*** Data

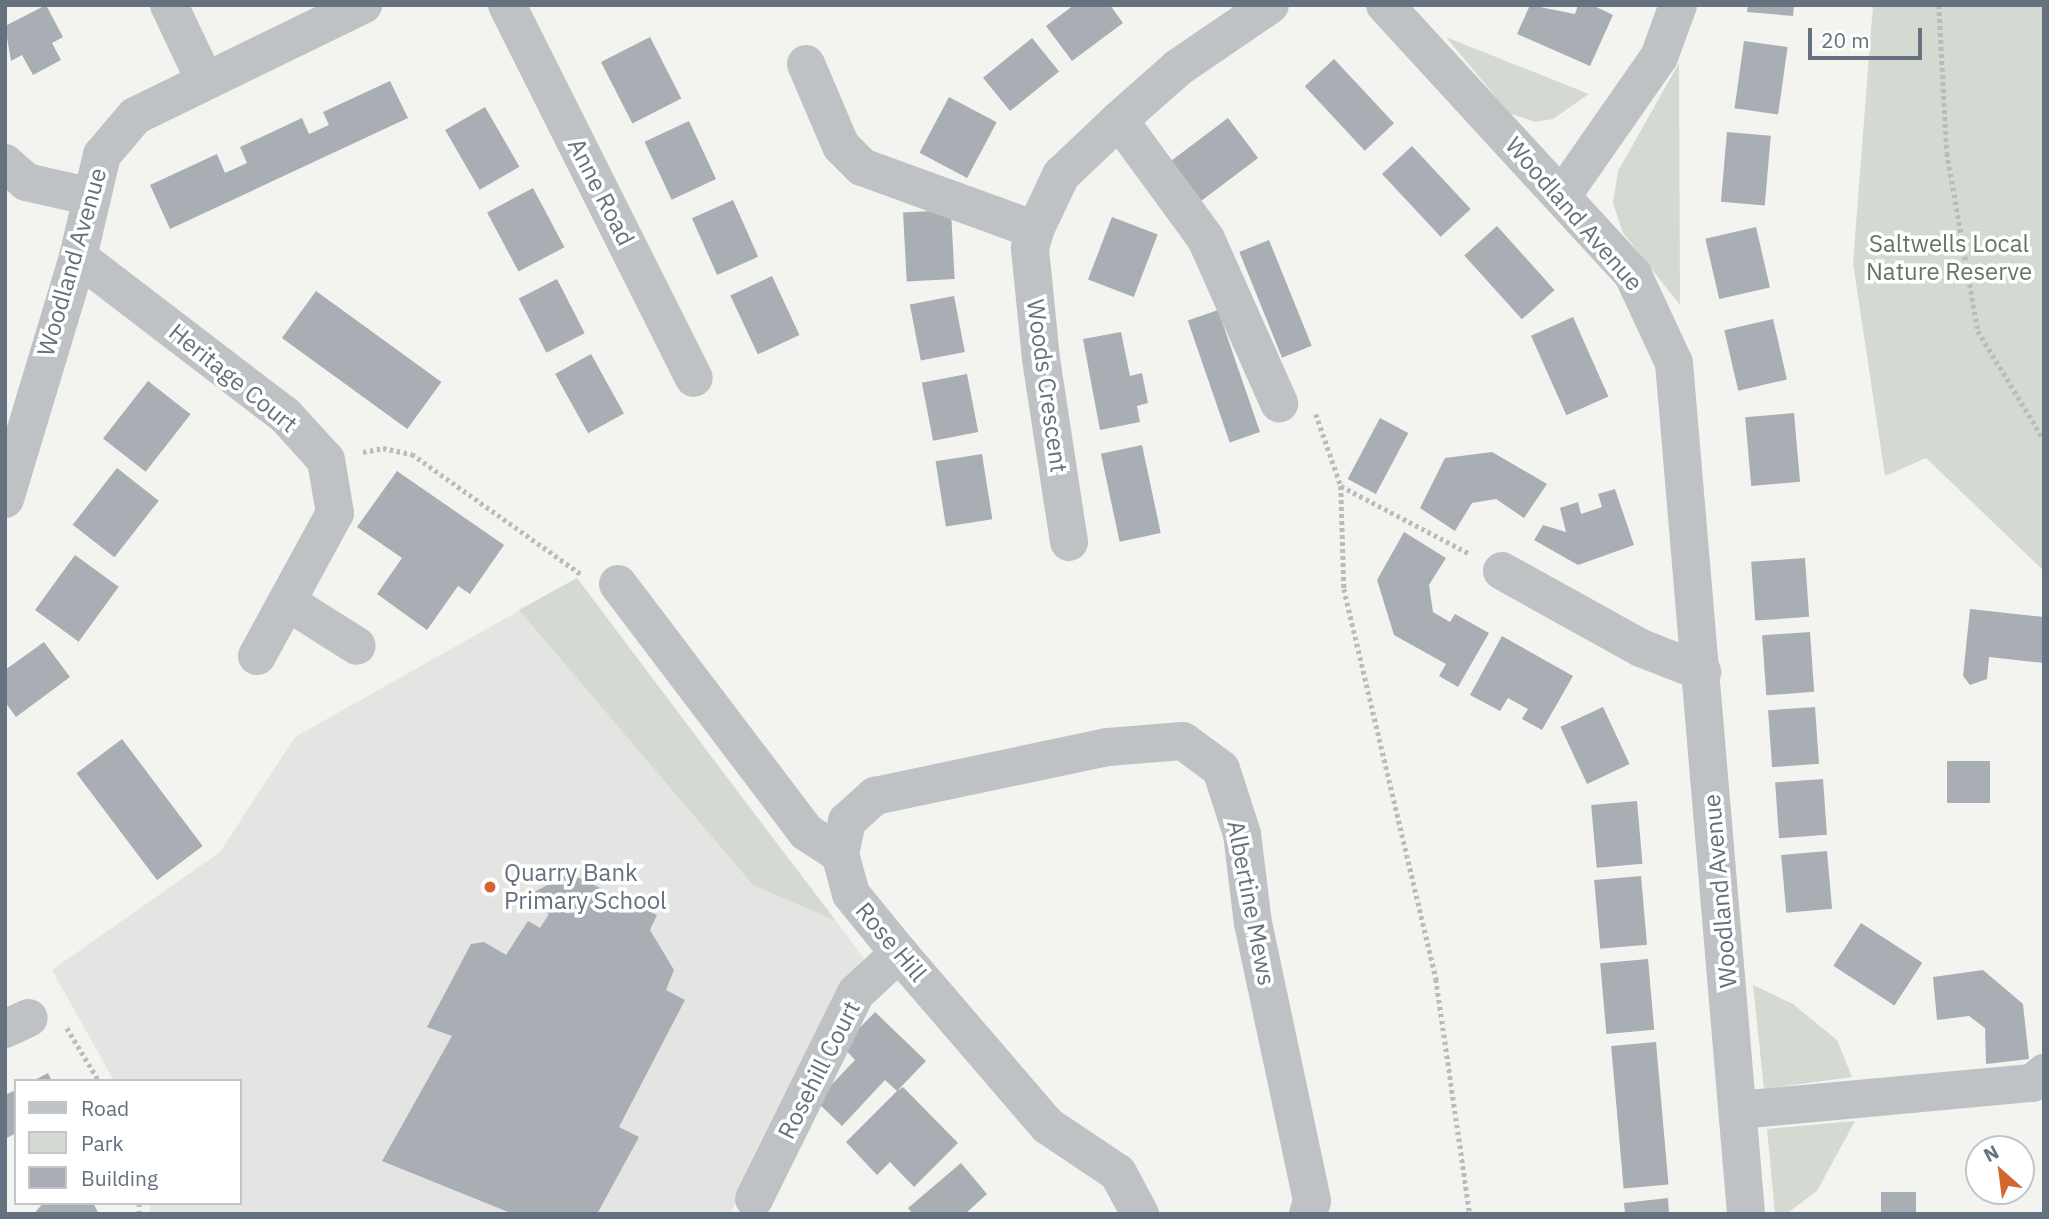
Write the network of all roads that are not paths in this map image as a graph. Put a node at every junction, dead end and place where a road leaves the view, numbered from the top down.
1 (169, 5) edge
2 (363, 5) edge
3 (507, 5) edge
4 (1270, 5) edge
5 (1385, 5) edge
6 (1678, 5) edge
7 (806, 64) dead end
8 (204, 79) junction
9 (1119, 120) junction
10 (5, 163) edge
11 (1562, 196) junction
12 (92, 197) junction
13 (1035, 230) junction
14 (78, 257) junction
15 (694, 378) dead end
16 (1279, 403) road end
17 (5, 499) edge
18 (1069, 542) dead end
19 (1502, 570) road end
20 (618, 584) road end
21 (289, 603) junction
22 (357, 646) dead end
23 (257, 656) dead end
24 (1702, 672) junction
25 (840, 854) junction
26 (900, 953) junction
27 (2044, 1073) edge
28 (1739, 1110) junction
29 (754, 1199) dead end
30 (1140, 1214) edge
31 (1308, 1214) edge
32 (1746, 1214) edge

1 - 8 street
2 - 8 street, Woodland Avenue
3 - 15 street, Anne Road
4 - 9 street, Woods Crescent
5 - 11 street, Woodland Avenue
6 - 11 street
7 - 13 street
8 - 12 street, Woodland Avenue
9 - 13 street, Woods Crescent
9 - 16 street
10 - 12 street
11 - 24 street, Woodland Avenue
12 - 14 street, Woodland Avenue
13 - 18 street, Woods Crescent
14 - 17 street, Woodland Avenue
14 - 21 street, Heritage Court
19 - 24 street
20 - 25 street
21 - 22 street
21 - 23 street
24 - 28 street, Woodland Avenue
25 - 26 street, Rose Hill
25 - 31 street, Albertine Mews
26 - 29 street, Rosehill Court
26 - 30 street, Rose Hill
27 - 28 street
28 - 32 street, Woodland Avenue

******

### What to work on
Transcribe each entry exactly, pictures excluded.

### Solution to the problem
Write the network of all roads that are not paths in this map image as a graph. Put a node at every junction, dead end and place where a road leaves the view, numbered from the top down.
1 (169, 5) edge
2 (363, 5) edge
3 (507, 5) edge
4 (1270, 5) edge
5 (1385, 5) edge
6 (1678, 5) edge
7 (806, 64) dead end
8 (204, 79) junction
9 (1119, 120) junction
10 (5, 163) edge
11 (1562, 196) junction
12 (92, 197) junction
13 (1035, 230) junction
14 (78, 257) junction
15 (694, 378) dead end
16 (1279, 403) road end
17 (5, 499) edge
18 (1069, 542) dead end
19 (1502, 570) road end
20 (618, 584) road end
21 (289, 603) junction
22 (357, 646) dead end
23 (257, 656) dead end
24 (1702, 672) junction
25 (840, 854) junction
26 (900, 953) junction
27 (2044, 1073) edge
28 (1739, 1110) junction
29 (754, 1199) dead end
30 (1140, 1214) edge
31 (1308, 1214) edge
32 (1746, 1214) edge

1 - 8 street
2 - 8 street, Woodland Avenue
3 - 15 street, Anne Road
4 - 9 street, Woods Crescent
5 - 11 street, Woodland Avenue
6 - 11 street
7 - 13 street
8 - 12 street, Woodland Avenue
9 - 13 street, Woods Crescent
9 - 16 street
10 - 12 street
11 - 24 street, Woodland Avenue
12 - 14 street, Woodland Avenue
13 - 18 street, Woods Crescent
14 - 17 street, Woodland Avenue
14 - 21 street, Heritage Court
19 - 24 street
20 - 25 street
21 - 22 street
21 - 23 street
24 - 28 street, Woodland Avenue
25 - 26 street, Rose Hill
25 - 31 street, Albertine Mews
26 - 29 street, Rosehill Court
26 - 30 street, Rose Hill
27 - 28 street
28 - 32 street, Woodland Avenue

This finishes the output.